BUCYRUS/GALION/ONTARIO – On Wednesday, Feb. 9, 2022, Avita Health System detected and stopped a network security incident. After discovering the unauthorized activity, our IT professionals – together with third party forensic and cybersecurity experts – immediately secured our systems and started restoring operations within a safe and remediated network environment.
Avita’s electronic medical records system was not impacted by this incident. At this time, we see no evidence that patient information was removed from our system. Currently, our health system is using computer downtime procedures to continue caring for patients. We apologize for the operational disruption that this event has caused, and may continue to cause, until a full and safe restoration of services has been completed. We are currently safely restoring our data in accordance with our business continuity and incident response plans, and are working to complete this process as quickly as we can.

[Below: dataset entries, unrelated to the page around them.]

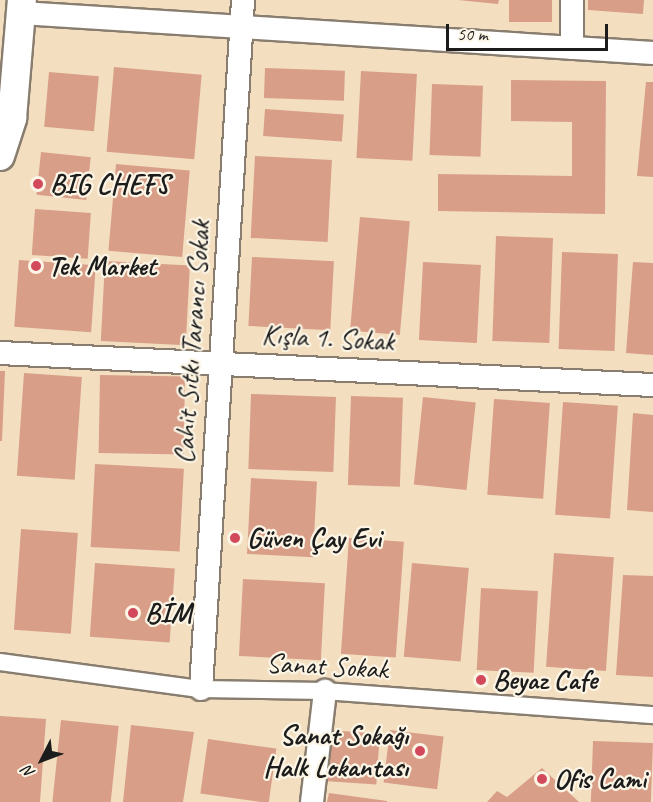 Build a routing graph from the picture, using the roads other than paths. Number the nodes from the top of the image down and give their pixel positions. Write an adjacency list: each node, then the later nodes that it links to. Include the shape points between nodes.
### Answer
1 (243, 0): 4 (street, Cahit Sıtkı Tarancı Sokak)
2 (572, 0): 5 (street)
3 (22, 6): 4 (street); 7 (street, via 12,118)
4 (242, 29): 5 (street); 9 (street, Cahit Sıtkı Tarancı Sokak)
5 (572, 48): 6 (street)
6 (653, 53)
7 (0, 156)
8 (0, 353): 9 (street, Kışla 1. Sokak)
9 (221, 363): 10 (street, Kışla 1. Sokak); 12 (street, Cahit Sıtkı Tarancı Sokak)
10 (653, 385)
11 (0, 662): 12 (street, Sanat Sokak)
12 (201, 689): 13 (street, Sanat Sokak)
13 (325, 691): 14 (street, Sanat Sokak); 15 (street)
14 (653, 715)
15 (312, 802)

We expect our systems to be fully restored within a matter of days.
Due to the active management of a reputable endpoint detection and response (EDR) tool, we were able to immediately secure the environment and stop the spread of the unauthorized activity. We also shut down certain systems as a precaution. Our internal IT staff and third-party incident response team are currently using the EDR tool to further secure the environment and to ensure the network is contained. While these types of situations have become all-too-common nationwide, we recognize the significance of this event and have quickly taken the appropriate steps to address it. Our comprehensive investigation is ongoing, and this aspect of the incident response may span several weeks. Rest assured that we are committed to sharing more information as soon as it becomes available.